YouTube celebra 14 anos com Artigo 13 à espreita. ‘Should I stay or should I go?’

A diretiva dos direitos de autor já tem texto final e inclui o famoso Artigo 13, que o YouTube tanto critica. A plataforma faz 14 anos e tudo indica, vai mesmo continuar na Europa, pode é ter de abrir os cordões à bolsa e bloquear mais conteúdos.

Às 21h13 de dia 14 de fevereiro de 2005 (em Portugal eram 5h13 de dia 15 de fevereiro), na Califórnia, era feito o registo do site youtube.com. Chad Hurley, Steve Chen e Jawed Karim criaram a plataforma, que desde 2006 pertence à Google, para poder ter acesso a vídeos como o do nipplegate, quando o mamilo de Janet Jackson ficou a descoberto.

Passados 14 anos, o YouTube é a principal plataforma de vídeos a nível mundial e, com a nova diretiva dos direitos de autor da União Europeia, a plataforma e os seus criadores, os youtubers, acreditam que tudo vai mudar (para pior) graças ao artigo 13. Alguns dos especialistas com quem falámos têm uma visão bem menos catastrófica.

O YouTube na Europa “está ameaçado”, tal como “o meio de sustento de centenas de milhares de pessoas” e “músicas como Despacito vão deixar de poder estar na plataforma pela complexidade dos seus direitos de autor”. Quem o diz é Susan Wojcicki, a CEO do YouTube. A plataforma de sucesso inegável que ainda recentemente lançou o serviço de música pago YouTube Music e, em Portugal, já tem a app YouTube Kids fez mesmo uma previsão que assustou os seus criadores: “se o artigo 13 for aplicado, mais de 35 milhões de canais europeus do YouTube vão ser bloqueados”.

Wojcicki indica que é tudo uma questão de responsabilidade legal que, com o artigo 13, passa a ser sempre da plataforma, nem que algo com direitos de autor (e sem acordo de licenciamento pago pela plataforma) fique apenas um minuto ativo. O YouTube alega que, para não correr riscos legais, terá de usar filtros e bloquear conteúdos potencialmente com direitos de autor de forma automática e mais do que nunca.

Cláudia Martins, advogada sénior da Macedo Vitorino & Associados, explica-nos que a grande novidade na nova diretiva cujo texto final foi fechado esta semana (será votado em abril) é obrigar que existam acordos entre as plataformas como o YouTube e os titulares de direitos de autor. “O artigo 13 vai dar poder de negociação às organizações que gerem os direitos de autor, que vão ter uma arma negocial imbatível, já que plataformas como o YouTube vão querer o máximo de acordos para bloquear o mínimo de conteúdos possível”, explica a advogada.
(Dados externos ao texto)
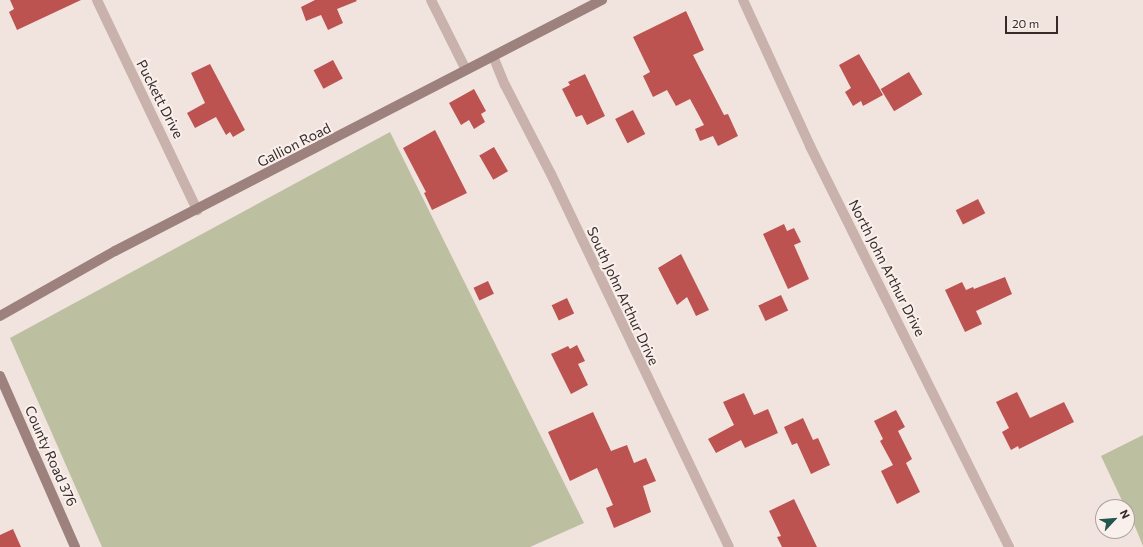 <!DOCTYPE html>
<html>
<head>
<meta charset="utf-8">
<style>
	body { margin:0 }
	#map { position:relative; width:1143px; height:547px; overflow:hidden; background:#f1e4df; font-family:Commissioner,sans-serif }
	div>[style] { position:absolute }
	.green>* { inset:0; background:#bcbfa0 }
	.building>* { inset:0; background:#bd5351; transform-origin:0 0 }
	.street>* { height:10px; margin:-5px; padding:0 5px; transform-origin:5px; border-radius:5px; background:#c8b2ab }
	.secondary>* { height:10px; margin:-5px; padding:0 5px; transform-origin:5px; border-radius:5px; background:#9c817d }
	span { translate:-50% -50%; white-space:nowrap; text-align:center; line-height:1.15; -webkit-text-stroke:4px #f9efeb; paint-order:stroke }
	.street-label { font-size:14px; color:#372b2a }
	.north { position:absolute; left:1095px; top:499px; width:40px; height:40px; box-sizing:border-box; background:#f9efeb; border:1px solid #aba19e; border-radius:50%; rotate:64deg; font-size:11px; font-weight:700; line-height:16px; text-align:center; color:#372b2a }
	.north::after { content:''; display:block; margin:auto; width:14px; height:18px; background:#22564e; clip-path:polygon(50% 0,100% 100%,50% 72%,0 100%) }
	.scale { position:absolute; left:1005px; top:16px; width:53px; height:18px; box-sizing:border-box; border:2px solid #372b2a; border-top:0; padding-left:5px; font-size:12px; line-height:14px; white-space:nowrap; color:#372b2a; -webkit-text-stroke:3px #f9efeb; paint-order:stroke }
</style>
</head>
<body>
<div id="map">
	<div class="green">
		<i style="clip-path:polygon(390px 132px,584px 523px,530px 547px,102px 547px,10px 338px)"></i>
		<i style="clip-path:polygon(1143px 435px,1143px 546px,1127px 507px,1125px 507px,1101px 456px)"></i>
	</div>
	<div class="building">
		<i style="clip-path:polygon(10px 0,81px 0,17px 30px,9px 12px,14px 9px)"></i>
		<i style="clip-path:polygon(315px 0,356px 0,357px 1px,337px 9px,343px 23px,328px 30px,321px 15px,306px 21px,301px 7px)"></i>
		<i style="clip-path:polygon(686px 11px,704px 50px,693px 55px,724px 115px,728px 114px,738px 136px,718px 146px,713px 136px,700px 141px,695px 129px,704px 125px,690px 99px,676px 106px,667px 90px,653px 97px,643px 76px,650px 72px,633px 37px)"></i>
		<i style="clip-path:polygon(859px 54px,883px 95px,863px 106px,861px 101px,853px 106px,845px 92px,851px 88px,839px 65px)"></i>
		<i style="left:333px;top:60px;width:21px;height:22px;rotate:62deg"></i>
		<i style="clip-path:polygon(210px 64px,245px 130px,233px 137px,230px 132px,226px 135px,216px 117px,195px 128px,187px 113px,205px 103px,191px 73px)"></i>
		<i style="left:909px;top:72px;width:26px;height:33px;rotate:59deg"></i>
		<i style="clip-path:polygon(585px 74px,605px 116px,587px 125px,582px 115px,576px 117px,562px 89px,570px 85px,568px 82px)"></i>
		<i style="clip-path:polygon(474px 89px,486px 111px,481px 114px,485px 122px,474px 129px,469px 120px,461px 125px,449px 103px)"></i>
		<i style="left:633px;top:110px;width:27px;height:20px;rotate:63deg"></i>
		<i style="clip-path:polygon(435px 130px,467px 193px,432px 210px,424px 193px,426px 192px,403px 148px)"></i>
		<i style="left:494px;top:147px;width:28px;height:17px;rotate:60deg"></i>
		<i style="left:978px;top:199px;width:16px;height:25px;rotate:63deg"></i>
		<i style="clip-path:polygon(784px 224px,787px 231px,794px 228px,801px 242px,794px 245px,809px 279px,788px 289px,763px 234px)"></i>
		<i style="clip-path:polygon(681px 254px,709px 310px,696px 316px,687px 297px,677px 305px,658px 268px)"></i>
		<i style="clip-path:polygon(1005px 277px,1012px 294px,976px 311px,982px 324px,965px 332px,945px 290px,962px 282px,966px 290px,973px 287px,974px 289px)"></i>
		<i style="left:488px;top:281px;width:14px;height:16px;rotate:65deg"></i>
		<i style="left:781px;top:295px;width:17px;height:25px;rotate:65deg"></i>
		<i style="left:567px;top:298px;width:17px;height:17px;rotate:65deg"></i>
		<i style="clip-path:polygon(577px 345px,585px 361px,578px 364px,588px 385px,571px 394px,551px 354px,568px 346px,570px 349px)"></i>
		<i style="clip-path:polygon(1017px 392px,1030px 418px,1064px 402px,1074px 422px,1019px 449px,1018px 446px,1011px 450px,1002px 432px,1009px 428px,996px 402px)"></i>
		<i style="clip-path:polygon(744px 393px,754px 415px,768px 409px,778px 433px,745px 448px,741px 440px,716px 453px,708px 439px,734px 425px,723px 402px)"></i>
		<i style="clip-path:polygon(896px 410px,905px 427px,898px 431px,912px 459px,906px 463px,920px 492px,897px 504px,881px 471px,893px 465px,880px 441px,883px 439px,874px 421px)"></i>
		<i style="clip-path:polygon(593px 412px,611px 451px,627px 445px,634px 463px,646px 458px,656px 481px,643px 486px,651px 512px,614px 528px,606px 508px,613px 505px,597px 468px,570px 481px,548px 432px)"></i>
		<i style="clip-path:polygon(803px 418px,813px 440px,818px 438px,830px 465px,811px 474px,797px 443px,792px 445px,784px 427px)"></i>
		<i style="clip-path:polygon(794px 499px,817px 547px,782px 547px,777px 537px,781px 536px,769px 511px)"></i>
		<i style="clip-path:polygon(13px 529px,21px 547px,0 547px,0 535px)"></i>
	</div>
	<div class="street">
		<i style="left:97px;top:0;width:233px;rotate:64.5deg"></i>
		<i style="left:431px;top:0;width:78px;rotate:63.4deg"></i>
		<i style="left:743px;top:0;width:161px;rotate:65.3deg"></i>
		<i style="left:810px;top:146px;width:448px;rotate:63.6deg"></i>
		<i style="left:493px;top:56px;width:31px;rotate:68deg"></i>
		<i style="left:505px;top:85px;width:100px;rotate:62.7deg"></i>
		<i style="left:551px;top:174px;width:413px;rotate:64.5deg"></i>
	</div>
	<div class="secondary">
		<i style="left:0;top:316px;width:132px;rotate:-29.5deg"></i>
		<i style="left:115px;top:251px;width:548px;rotate:-27.27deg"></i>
		<i style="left:0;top:376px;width:187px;rotate:66.3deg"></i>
	</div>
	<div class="street-label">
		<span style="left:160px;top:99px;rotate:63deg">Puckett Drive</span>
		<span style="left:294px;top:145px;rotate:-27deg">Gallion Road</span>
		<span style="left:887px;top:268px;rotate:63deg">North John Arthur Drive</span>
		<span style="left:623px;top:296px;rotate:65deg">South John Arthur Drive</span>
		<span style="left:51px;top:456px;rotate:66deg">County Road 376</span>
	</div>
	<div class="north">N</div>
	<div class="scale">20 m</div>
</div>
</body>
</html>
“Terão, por isso, de ser criados “mecanismos de rastreio”, que permitam assegurar que a partilha de conteúdos (protegidos por direitos de autor) se encontra licenciada e que os direitos dos autores estão tutelados”, diz Cláudia Martins sobre os chamados filtros de upload, que embora não sejam impostos na nova diretiva deverão ser ferramentas de inteligência artificial importantes para não se correrem riscos legais. Na verdade, o YouTube já tem um sistema automático, chamado Content ID, que deteta se um conteúdo colocado na plataforma usa, por exemplo, músicas de autores conhecidos (já registados na plataforma). Se isso acontecer, há já receitas de publicidade que vão para os artistas quando se usa o seu conteúdo, embora existam artistas que não aceitam sequer o seu uso.
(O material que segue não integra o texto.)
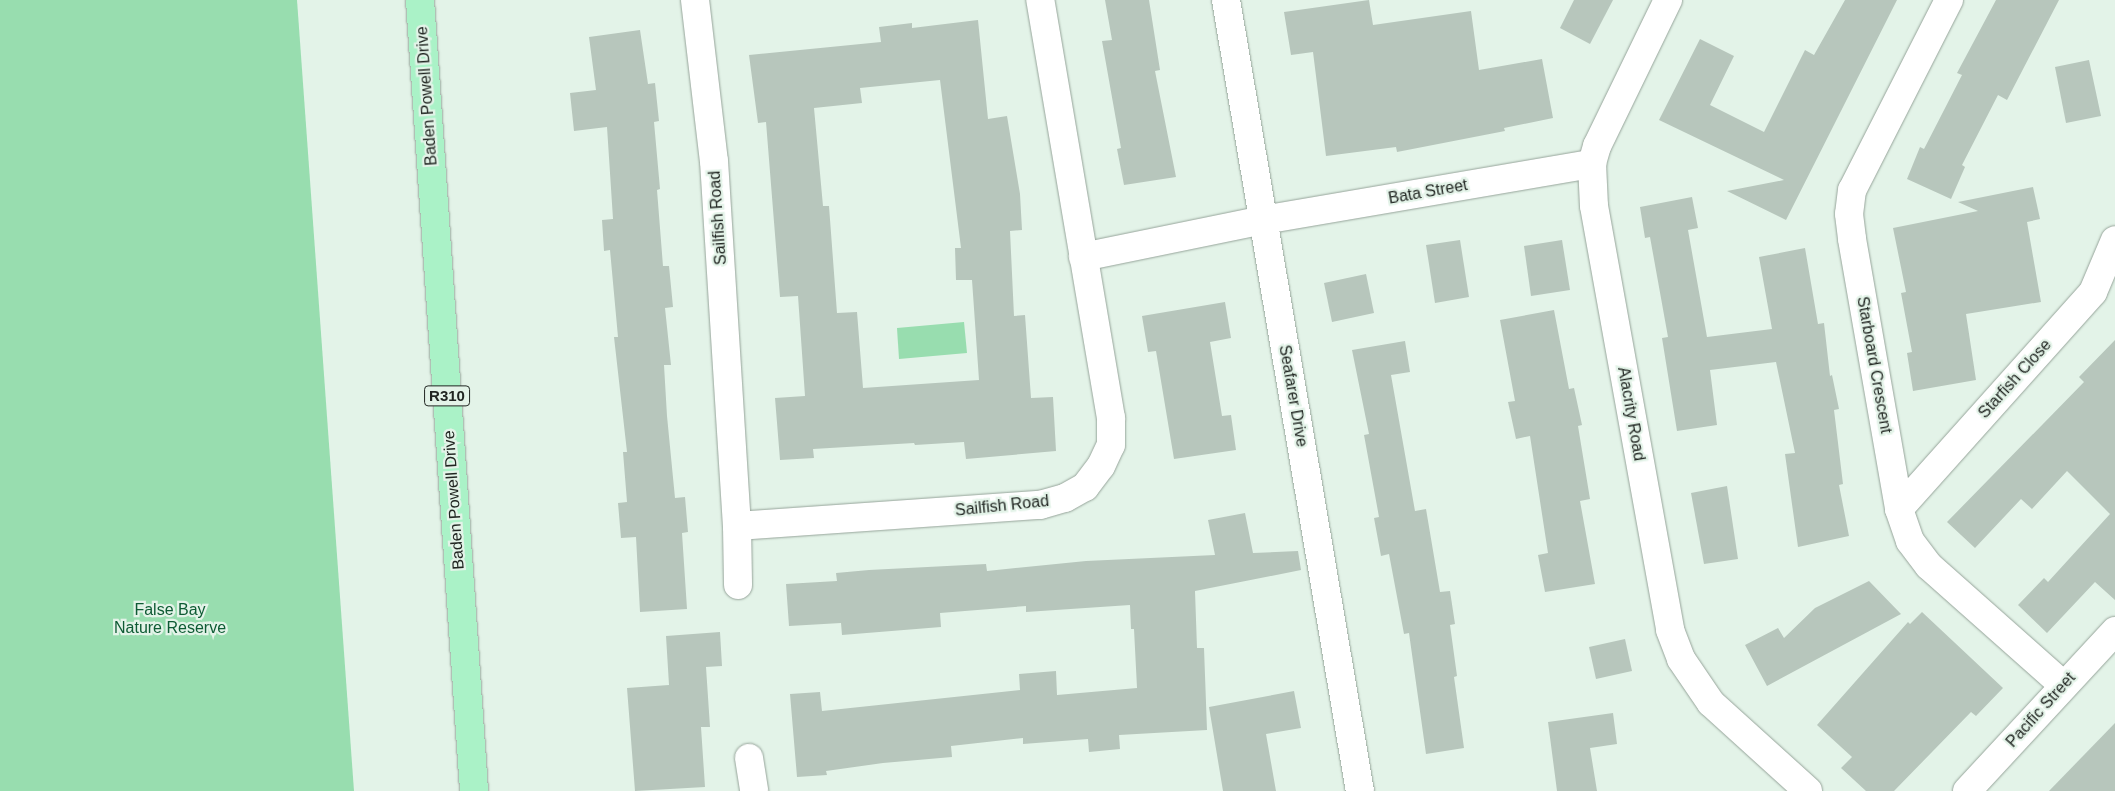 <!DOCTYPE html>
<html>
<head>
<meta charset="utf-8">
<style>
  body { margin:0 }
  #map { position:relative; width:2115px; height:791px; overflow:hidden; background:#e3f3e8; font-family:Helvetica,sans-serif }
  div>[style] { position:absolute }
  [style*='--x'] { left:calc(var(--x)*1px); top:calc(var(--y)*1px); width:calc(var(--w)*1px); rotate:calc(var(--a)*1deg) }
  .green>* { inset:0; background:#98ddaf }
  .building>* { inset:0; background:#b7c6bc }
  .roads { filter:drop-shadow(0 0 1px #96a49a) drop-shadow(0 0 1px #96a49a) }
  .minor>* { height:28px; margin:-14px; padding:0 14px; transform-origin:14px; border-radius:14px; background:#fff }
  .major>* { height:28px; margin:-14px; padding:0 14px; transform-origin:14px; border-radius:14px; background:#aaf2c7 }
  span { translate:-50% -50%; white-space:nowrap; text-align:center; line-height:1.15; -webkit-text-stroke:4.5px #e3f3e8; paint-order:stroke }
  .shield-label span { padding:1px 4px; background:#e3f3e8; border:1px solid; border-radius:4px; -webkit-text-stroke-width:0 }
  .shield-label { font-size:15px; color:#212622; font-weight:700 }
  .street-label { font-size:16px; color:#212622 }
  .park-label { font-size:16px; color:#0e5b34 }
</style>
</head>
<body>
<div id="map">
  <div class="green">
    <div style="clip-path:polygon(0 0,297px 0,354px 791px,0 791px)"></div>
    <div style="clip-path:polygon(964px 322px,967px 353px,899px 359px,897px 328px)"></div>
  </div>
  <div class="building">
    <div style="clip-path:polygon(1105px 0,1149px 0,1160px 70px,1155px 71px,1176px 177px,1124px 185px,1117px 149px,1121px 148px,1102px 41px,1112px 40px)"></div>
    <div style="clip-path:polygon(1369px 0,1373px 25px,1471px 11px,1479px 70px,1542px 59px,1553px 118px,1504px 128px,1505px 131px,1397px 152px,1396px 147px,1326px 156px,1313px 52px,1291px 55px,1284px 12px)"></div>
    <div style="clip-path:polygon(1574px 0,1613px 0,1590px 44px,1560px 28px)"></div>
    <div style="clip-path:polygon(1845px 0,1897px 0,1786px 220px,1727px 191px,1784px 180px,1659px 120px,1700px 39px,1734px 56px,1710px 105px,1764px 132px,1805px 50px,1814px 55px)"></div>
    <div style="clip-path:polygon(1996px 0,2059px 0,2007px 100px,1998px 95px,1962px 165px,1965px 167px,1951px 199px,1907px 179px,1920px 147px,1924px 149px,1962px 75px,1957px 73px)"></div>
    <div style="clip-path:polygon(evenodd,978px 20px,988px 119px,1007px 116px,1020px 194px,1022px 230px,1010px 231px,1014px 316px,1025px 315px,1031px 398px,1053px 397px,1056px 451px,966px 459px,964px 442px,915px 445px,914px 443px,813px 449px,814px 458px,780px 460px,775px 398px,805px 396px,798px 296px,780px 297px,766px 122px,758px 123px,749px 55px,881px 42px,879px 27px,912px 23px,912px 28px,978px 20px,940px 80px,961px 248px,955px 248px,956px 280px,972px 280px,979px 380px,863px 388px,857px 312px,837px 313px,829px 206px,823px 206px,814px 108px,862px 103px,860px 88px,940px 80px)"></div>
    <div style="clip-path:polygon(640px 30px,648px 84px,655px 83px,659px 121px,654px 122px,660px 189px,657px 190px,663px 266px,669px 266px,673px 307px,665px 308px,671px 365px,664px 365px,667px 416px,675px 498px,685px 497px,688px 532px,682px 533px,687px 609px,640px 612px,636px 537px,621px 538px,618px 503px,627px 502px,623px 452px,627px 452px,614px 337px,618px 337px,610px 250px,604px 251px,602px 220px,613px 219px,607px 127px,574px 131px,570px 93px,596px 90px,589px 37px)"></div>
    <div style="clip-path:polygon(2089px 60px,2101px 116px,2066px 123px,2055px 67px)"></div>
    <div style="clip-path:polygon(2033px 187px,2040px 219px,2027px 222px,2041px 302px,1966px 314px,1976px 380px,1913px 391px,1907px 353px,1912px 352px,1901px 293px,1906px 292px,1893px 228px,1978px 211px,1958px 202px)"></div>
    <div style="clip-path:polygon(1692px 197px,1698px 228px,1688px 230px,1707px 337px,1772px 329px,1759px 257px,1805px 248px,1818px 324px,1824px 323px,1830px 376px,1832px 375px,1839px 409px,1834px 410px,1843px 484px,1839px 485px,1849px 536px,1798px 547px,1785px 454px,1795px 453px,1776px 362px,1710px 370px,1717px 425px,1677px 431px,1662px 338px,1668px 337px,1650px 237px,1645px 238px,1640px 207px)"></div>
    <div style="clip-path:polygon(1460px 240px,1469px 297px,1435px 303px,1426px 245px)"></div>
    <div style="clip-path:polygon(1562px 240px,1570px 290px,1531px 296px,1524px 246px)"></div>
    <div style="clip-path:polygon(1366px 274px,1374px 313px,1332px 322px,1324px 283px)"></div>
    <div style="clip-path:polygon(1225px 302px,1231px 338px,1210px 342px,1222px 416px,1231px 415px,1236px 450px,1174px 459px,1156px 351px,1148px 352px,1142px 316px)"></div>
    <div style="clip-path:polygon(1554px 310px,1569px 389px,1574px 388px,1582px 425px,1578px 426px,1590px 499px,1580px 501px,1595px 584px,1545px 592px,1538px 555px,1548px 553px,1530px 436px,1516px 439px,1508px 402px,1515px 401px,1500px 320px)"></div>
    <div style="clip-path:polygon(2115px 340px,2115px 600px,2095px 582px,2047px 633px,2018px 605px,2044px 578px,2048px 582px,2110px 514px,2067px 471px,2032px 509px,2021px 499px,1975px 548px,1947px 522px,2084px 382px,2079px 377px)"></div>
    <div style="clip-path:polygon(1405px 341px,1410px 372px,1391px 375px,1415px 511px,1426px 509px,1440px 592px,1450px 591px,1455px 624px,1450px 625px,1457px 676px,1454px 677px,1464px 748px,1426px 754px,1409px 633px,1404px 634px,1389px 554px,1381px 556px,1374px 518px,1379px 517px,1364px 435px,1369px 434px,1352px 350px)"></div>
    <div style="clip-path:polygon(1727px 486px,1738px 559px,1704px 564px,1691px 493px)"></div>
    <div style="clip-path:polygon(1245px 513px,1253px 553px,1298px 551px,1301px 570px,1195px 591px,1197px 648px,1204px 648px,1207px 730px,1119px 735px,1120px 749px,1089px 752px,1088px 739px,1023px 744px,1023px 738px,951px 746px,952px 757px,883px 763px,826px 771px,827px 775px,797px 777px,790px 694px,820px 692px,822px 711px,1020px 690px,1019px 674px,1056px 671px,1057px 695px,1137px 688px,1134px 629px,1131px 629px,1130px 605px,1026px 612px,1026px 606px,940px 613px,941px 627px,842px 635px,841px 623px,789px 626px,786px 584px,837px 581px,836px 573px,869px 570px,986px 564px,987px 571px,1086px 561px,1215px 555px,1208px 520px)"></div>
    <div style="clip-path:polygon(1869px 581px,1901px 614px,1767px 686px,1745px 645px,1778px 628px,1784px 638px,1815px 608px)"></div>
    <div style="clip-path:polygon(1922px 612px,2003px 688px,1976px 716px,1971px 712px,1894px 791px,1866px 791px,1841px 768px,1852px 757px,1817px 725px,1908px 622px,1910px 624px)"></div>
    <div style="clip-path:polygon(720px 632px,722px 666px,706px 667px,710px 727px,701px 727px,705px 787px,635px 791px,627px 688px,669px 685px,666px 636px)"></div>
    <div style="clip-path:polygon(1625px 639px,1632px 671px,1596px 679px,1589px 647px)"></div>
    <div style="clip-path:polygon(1294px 691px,1301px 728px,1266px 734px,1276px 791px,1223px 791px,1209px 707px)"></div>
    <div style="clip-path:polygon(1613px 713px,1617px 744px,1590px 748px,1597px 791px,1557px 791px,1548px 722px)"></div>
    <div style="clip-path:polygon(2115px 723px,2115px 791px,2049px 791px)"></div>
  </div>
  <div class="roads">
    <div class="minor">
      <div style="--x:695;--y:0;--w:162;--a:83.3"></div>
      <div style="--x:714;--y:161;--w:366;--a:86.4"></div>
      <div style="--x:737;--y:526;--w:59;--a:89"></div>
      <div style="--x:1226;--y:0;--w:802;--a:80.39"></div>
      <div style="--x:1668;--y:0;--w:162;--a:115.9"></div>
      <div style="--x:1597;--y:146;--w:19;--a:106"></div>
      <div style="--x:1592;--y:164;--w:42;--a:87.3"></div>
      <div style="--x:1594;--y:206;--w:431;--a:79.8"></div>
      <div style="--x:1670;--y:630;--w:31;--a:69"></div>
      <div style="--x:1681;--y:659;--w:53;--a:55.7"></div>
      <div style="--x:1711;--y:703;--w:131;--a:42.2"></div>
      <div style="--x:1949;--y:0;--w:213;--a:117"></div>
      <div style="--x:1852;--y:190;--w:24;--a:97"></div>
      <div style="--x:1849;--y:214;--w:25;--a:83"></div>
      <div style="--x:1852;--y:239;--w:274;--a:80.1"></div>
      <div style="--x:1899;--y:509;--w:34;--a:71"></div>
      <div style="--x:1910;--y:541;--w:31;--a:53"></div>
      <div style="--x:1929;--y:566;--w:179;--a:41.6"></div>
      <div style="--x:1083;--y:257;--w:184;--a:-11.6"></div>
      <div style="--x:1263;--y:220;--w:334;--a:-9.7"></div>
      <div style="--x:1899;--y:509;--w:291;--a:-48.2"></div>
      <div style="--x:2093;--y:292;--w:56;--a:-67.1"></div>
      <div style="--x:737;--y:526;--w:304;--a:-4"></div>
      <div style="--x:1040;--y:505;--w:26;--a:-16"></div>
      <div style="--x:1065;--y:498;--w:23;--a:-29"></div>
      <div style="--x:1085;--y:487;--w:26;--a:-53"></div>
      <div style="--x:1101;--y:466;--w:23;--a:-65"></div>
      <div style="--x:1111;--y:445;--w:27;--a:-90"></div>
      <div style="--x:1111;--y:418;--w:424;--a:-99.6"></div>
      <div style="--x:749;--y:758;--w:33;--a:81"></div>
      <div style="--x:1967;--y:791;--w:218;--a:-47.2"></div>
    </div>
    <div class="major">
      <div style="--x:420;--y:0;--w:793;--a:86.09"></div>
    </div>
  </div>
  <div class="shield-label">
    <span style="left:447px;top:396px">R310</span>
  </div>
  <div class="street-label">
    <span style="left:427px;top:96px;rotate:-94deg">Baden Powell Drive</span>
    <span style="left:1428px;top:192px;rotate:-10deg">Bata Street</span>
    <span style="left:718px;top:218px;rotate:-94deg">Sailfish Road</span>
    <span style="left:1874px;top:365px;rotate:80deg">Starboard Crescent</span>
    <span style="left:2015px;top:379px;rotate:-48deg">Starfish Close</span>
    <span style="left:1293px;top:396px;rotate:80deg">Seafarer Drive</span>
    <span style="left:1631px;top:414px;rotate:80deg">Alacrity Road</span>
    <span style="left:454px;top:500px;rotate:-94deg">Baden Powell Drive</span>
    <span style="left:1002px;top:506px;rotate:-6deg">Sailfish Road</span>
    <span style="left:2041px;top:710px;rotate:-48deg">Pacific Street</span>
  </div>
  <div class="park-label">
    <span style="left:170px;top:619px">False Bay<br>Nature Reserve</span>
  </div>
</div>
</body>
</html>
O YouTube explica que o ano passado pagou 800 milhões de euros a detentores de conteúdos europeus e, foram pagos à indústria da música a nível global 1,5 mil milhões de euros de receitas geradas pela publicidade. “O Content ID pode até ser adequado para aplicar o artigo 13, mas aquilo que é deixado hoje ao critério das plataformas passa agora a ser regulado”, explica-nos Sofia Colares Alves, Chefe de Representação da Comissão Europeia em Portugal. A diferença, por isso, está na necessidade de negociação prévia já que a responsabilidade é agora das plataformas. “Terão de negociar verdadeiros acordos de licenciamento, não para impedir o uso de conteúdos com direitos de autor, “mas antes para permitir o uso de obras protegidas”.

As paródias (inclusive os famosos memes) são uma exceção ao artigo 13, já que se pode usar conteúdos com direitos de autor mesmo sem a tal licença, mas Sofia Colares Alves reconhece que é possível que existam conteúdos desses bloqueados automaticamente e serão necessários mecanismos para que possam ser repostos. Os youtubers contrapõem indicando que será fácil verem conteúdos humorísticos bloqueados e o desbloqueio será sempre lento de mais.

É provável que só em 2020 se comece a sentir o impacto da nova diretiva. Certo só mesmo que, durante o tempo que demorou a ler este artigo, foram carregados 1600 horas  de conteúdos no YouTube.

(na fotogaleria em cima pode ver os youtubers mais bem pagos em 2018, de acordo com a Forbes)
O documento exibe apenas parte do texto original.